- **WORK TASK**
Extract each line from the entries below that has the string "image" in it.

- **EXTRACTED ENTRIES**
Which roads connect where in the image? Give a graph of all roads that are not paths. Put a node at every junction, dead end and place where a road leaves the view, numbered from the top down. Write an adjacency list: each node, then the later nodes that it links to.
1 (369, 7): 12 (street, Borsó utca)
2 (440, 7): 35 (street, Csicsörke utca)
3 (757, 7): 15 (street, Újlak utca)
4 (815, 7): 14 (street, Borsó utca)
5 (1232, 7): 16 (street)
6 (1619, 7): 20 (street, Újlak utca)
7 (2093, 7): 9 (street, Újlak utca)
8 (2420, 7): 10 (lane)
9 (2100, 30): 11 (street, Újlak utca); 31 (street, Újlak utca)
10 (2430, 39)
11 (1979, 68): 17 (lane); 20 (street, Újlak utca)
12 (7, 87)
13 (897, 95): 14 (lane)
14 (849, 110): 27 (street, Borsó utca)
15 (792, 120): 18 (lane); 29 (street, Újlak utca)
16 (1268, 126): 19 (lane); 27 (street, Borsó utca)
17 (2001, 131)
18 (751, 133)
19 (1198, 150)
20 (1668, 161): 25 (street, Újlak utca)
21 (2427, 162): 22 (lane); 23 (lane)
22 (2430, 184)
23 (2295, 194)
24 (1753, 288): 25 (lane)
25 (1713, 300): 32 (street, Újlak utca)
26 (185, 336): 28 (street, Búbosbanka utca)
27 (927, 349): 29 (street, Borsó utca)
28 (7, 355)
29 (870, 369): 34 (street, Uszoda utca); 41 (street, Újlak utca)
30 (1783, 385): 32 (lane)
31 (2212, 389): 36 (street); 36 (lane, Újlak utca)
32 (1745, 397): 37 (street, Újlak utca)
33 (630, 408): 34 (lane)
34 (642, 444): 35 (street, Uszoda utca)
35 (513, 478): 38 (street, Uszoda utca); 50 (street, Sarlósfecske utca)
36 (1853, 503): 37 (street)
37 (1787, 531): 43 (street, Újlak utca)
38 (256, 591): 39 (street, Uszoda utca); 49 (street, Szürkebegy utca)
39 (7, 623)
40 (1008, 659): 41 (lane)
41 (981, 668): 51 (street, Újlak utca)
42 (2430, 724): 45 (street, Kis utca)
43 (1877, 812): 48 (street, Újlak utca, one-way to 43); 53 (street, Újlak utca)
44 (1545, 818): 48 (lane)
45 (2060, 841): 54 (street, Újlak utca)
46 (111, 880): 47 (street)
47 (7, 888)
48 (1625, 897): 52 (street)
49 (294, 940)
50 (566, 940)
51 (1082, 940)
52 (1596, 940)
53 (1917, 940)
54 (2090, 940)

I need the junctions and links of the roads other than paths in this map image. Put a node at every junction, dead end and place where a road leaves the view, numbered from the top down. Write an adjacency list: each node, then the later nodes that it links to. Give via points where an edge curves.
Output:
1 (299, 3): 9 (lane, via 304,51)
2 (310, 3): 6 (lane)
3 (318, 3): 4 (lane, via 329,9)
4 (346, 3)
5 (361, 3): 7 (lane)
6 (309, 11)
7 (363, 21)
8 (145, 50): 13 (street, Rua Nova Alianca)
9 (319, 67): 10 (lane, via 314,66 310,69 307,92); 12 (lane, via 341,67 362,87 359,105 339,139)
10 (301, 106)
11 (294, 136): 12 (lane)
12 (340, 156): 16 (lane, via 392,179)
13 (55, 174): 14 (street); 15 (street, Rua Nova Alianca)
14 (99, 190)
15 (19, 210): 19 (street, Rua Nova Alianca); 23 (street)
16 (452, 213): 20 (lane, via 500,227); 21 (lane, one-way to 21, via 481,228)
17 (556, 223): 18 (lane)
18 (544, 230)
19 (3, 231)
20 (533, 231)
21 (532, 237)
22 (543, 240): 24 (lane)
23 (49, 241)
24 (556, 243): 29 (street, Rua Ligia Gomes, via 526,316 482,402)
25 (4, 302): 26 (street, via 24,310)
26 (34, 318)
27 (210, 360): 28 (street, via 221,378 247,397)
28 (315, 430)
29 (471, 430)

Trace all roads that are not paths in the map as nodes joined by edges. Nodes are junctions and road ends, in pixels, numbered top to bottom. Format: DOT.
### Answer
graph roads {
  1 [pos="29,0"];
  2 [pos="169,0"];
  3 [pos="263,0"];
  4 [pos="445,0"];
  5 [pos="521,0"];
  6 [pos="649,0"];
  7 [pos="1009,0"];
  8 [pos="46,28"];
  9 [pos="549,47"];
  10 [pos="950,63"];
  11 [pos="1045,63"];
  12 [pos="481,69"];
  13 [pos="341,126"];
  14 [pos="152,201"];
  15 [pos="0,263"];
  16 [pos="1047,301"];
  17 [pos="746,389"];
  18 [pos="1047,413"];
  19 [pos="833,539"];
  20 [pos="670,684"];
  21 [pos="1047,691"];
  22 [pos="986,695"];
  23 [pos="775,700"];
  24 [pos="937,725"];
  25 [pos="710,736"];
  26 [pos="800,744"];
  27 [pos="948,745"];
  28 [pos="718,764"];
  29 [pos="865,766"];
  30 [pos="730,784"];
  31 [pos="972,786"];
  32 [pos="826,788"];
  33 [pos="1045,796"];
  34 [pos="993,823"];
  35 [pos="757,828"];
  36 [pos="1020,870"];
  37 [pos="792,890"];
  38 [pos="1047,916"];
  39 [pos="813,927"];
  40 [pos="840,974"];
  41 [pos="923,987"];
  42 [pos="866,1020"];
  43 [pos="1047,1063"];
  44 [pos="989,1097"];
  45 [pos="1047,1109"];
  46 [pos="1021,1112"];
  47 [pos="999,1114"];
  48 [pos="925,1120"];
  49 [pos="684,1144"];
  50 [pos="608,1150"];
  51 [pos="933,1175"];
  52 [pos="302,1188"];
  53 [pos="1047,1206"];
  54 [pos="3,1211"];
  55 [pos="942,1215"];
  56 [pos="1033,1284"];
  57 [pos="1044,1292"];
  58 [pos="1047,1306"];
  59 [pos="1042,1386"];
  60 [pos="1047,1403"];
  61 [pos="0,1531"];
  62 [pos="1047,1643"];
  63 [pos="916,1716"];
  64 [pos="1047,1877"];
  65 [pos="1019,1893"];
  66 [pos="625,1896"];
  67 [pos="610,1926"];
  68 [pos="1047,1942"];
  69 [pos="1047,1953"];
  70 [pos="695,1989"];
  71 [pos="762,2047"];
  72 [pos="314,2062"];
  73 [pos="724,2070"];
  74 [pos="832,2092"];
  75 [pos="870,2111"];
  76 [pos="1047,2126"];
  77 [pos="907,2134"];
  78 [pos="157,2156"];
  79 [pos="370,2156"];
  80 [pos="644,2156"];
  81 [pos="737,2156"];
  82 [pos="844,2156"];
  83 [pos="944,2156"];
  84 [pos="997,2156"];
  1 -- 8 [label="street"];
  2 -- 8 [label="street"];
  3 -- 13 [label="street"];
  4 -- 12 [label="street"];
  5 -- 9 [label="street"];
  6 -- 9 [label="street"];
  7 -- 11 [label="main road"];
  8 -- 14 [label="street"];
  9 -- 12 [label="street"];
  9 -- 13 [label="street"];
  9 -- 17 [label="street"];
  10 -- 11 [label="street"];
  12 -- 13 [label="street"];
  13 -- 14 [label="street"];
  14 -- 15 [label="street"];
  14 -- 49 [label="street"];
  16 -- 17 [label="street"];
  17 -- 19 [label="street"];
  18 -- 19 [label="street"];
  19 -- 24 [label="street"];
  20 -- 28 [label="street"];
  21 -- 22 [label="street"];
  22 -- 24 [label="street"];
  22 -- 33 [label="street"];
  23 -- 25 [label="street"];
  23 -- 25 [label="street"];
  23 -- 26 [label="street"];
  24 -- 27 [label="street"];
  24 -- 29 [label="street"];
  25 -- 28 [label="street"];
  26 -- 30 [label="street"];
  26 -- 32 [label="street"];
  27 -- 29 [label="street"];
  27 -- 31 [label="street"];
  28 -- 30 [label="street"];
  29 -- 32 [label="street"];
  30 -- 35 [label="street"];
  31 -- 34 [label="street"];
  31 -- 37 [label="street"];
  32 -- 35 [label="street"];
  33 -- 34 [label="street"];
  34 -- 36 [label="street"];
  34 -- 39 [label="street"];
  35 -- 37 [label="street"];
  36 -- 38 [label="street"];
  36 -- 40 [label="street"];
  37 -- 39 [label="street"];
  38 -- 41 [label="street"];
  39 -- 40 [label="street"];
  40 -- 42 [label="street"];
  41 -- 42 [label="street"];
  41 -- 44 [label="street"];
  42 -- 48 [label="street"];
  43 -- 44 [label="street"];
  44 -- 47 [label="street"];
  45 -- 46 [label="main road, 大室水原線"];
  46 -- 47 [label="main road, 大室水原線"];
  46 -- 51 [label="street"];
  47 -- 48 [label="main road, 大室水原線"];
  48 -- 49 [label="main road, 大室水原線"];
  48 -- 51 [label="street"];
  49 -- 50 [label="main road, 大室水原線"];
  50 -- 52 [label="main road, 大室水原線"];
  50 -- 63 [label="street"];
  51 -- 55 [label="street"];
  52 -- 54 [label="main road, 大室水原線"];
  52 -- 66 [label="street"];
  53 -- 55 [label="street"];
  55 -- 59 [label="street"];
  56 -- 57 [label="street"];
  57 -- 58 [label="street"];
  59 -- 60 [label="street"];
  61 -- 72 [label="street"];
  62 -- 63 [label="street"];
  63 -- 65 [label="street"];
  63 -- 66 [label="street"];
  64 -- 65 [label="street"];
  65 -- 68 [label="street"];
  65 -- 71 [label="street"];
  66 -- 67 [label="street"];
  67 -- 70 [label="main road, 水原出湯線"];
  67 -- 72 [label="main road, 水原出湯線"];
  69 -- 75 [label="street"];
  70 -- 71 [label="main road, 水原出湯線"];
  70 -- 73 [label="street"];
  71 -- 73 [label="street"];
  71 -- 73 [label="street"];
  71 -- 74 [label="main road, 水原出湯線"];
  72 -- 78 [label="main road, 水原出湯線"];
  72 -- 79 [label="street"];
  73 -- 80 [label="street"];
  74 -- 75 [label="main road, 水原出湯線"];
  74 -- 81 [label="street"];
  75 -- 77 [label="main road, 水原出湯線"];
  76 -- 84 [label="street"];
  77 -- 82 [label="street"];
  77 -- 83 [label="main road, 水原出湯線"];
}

- **WRITTEN RESPONSE**
Which roads connect where in the image? Give a graph of all roads that are not paths. Put a node at every junction, dead end and place where a road leaves the view, numbered from the top down. Write an adjacency list: each node, then the later nodes that it links to.
I need the junctions and links of the roads other than paths in this map image. Put a node at every junction, dead end and place where a road leaves the view, numbered from the top down. Write an adjacency list: each node, then the later nodes that it links to. Give via points where an edge curves.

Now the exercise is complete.